Start of Excerpted records
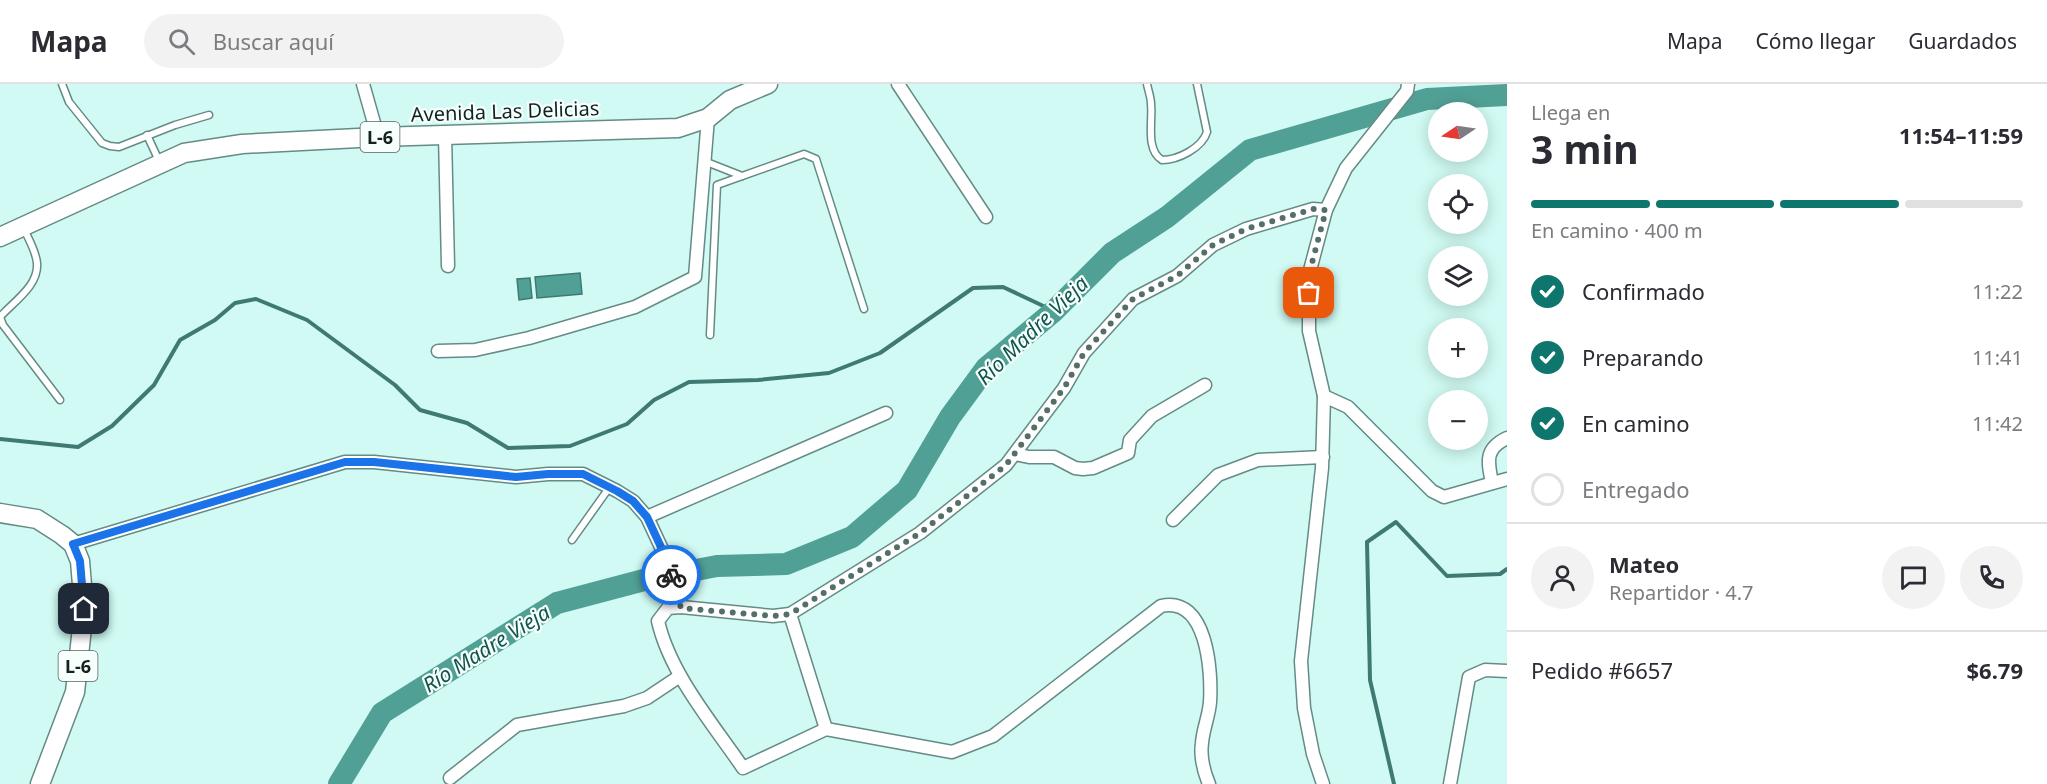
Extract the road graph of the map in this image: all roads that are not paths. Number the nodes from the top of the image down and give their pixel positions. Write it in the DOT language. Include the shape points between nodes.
graph roads {
  1 [pos="62,84"];
  2 [pos="363,84"];
  3 [pos="768,84"];
  4 [pos="898,84"];
  5 [pos="1147,84"];
  6 [pos="1197,84"];
  7 [pos="1408,84"];
  8 [pos="209,115"];
  9 [pos="708,118"];
  10 [pos="147,135"];
  11 [pos="445,135"];
  12 [pos="378,137"];
  13 [pos="704,161"];
  14 [pos="161,163"];
  15 [pos="742,176"];
  16 [pos="1326,210"];
  17 [pos="986,217"];
  18 [pos="23,227"];
  19 [pos="0,237"];
  20 [pos="448,266"];
  21 [pos="864,309"];
  22 [pos="710,335"];
  23 [pos="438,351"];
  24 [pos="1205,385"];
  25 [pos="1324,396"];
  26 [pos="60,400"];
  27 [pos="886,413"];
  28 [pos="1507,438"];
  29 [pos="1015,454"];
  30 [pos="1323,458"];
  31 [pos="1507,479"];
  32 [pos="1492,483"];
  33 [pos="610,487"];
  34 [pos="0,513"];
  35 [pos="647,517"];
  36 [pos="1173,520"];
  37 [pos="572,540"];
  38 [pos="73,544"];
  39 [pos="681,608"];
  40 [pos="790,614"];
  41 [pos="1507,671"];
  42 [pos="680,676"];
  43 [pos="826,729"];
  44 [pos="450,778"];
  45 [pos="40,784"];
  46 [pos="1209,784"];
  47 [pos="1323,784"];
  48 [pos="1450,784"];
  1 -- 10 [label="lane" via="69,102 105,145 119,147"];
  2 -- 12 [label="street"];
  3 -- 9 [label="main road, Avenida Las Delicias / L-6" via="730,100"];
  4 -- 17 [label="street"];
  5 -- 6 [label="lane" via="1152,141 1157,158 1162,160 1185,154 1205,138"];
  7 -- 16 [label="street" via="1407,91 1346,168"];
  8 -- 10 [label="lane"];
  9 -- 11 [label="main road, Avenida Las Delicias / L-6" via="678,128"];
  9 -- 13 [label="street"];
  10 -- 14 [label="lane"];
  11 -- 12 [label="main road, Avenida Las Delicias / L-6"];
  11 -- 20 [label="street"];
  12 -- 14 [label="main road, Avenida Las Delicias / L-6" via="242,144 184,153"];
  13 -- 15 [label="lane"];
  13 -- 23 [label="street" via="695,277 635,307 530,338 475,350"];
  14 -- 18 [label="main road, Avenida Las Delicias / L-6"];
  15 -- 21 [label="lane" via="804,154 816,159"];
  15 -- 22 [label="lane" via="717,185"];
  16 -- 25 [label="street" via="1309,274 1309,331"];
  16 -- 29 [label="street" via="1313,209 1246,229 1213,245 1177,276 1133,299 1084,353 1064,388"];
  18 -- 19 [label="main road, Avenida Las Delicias / L-6"];
  18 -- 26 [label="lane" via="37,263 36,276 0,317"];
  24 -- 29 [label="street" via="1152,416 1130,440 1128,453 1093,468 1075,468 1054,457"];
  25 -- 30 [label="street"];
  25 -- 32 [label="street" via="1348,407 1432,491 1444,497"];
  27 -- 35 [label="street"];
  28 -- 32 [label="street" via="1497,443 1489,457"];
  29 -- 40 [label="street" via="920,533"];
  30 -- 36 [label="street" via="1258,460 1218,475"];
  30 -- 47 [label="street" via="1301,661 1312,754"];
  31 -- 32 [label="street"];
  33 -- 35 [label="street" via="633,501"];
  33 -- 37 [label="lane"];
  33 -- 38 [label="street" via="583,474 516,477 345,462"];
  34 -- 38 [label="main road" via="38,519"];
  35 -- 39 [label="street" via="669,567"];
  38 -- 45 [label="main road, L-6" via="80,561 84,609 75,692"];
  39 -- 40 [label="street"];
  39 -- 42 [label="street" via="668,608 658,621 661,638"];
  40 -- 43 [label="street"];
  41 -- 48 [label="street" via="1485,670 1469,677"];
  42 -- 43 [label="street" via="743,768"];
  42 -- 44 [label="street" via="647,698 624,706 517,724"];
  43 -- 46 [label="street" via="952,752 993,736 1161,606 1172,604 1186,609 1198,624 1208,658 1210,703 1201,744"];
}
End of Excerpted records
* _Exercise instructions_
Pull out every line above that holds the word "lane".

* _Task solution_
  1 -- 10 [label="lane" via="69,102 105,145 119,147"];
  5 -- 6 [label="lane" via="1152,141 1157,158 1162,160 1185,154 1205,138"];
  8 -- 10 [label="lane"];
  10 -- 14 [label="lane"];
  13 -- 15 [label="lane"];
  15 -- 21 [label="lane" via="804,154 816,159"];
  15 -- 22 [label="lane" via="717,185"];
  18 -- 26 [label="lane" via="37,263 36,276 0,317"];
  33 -- 37 [label="lane"];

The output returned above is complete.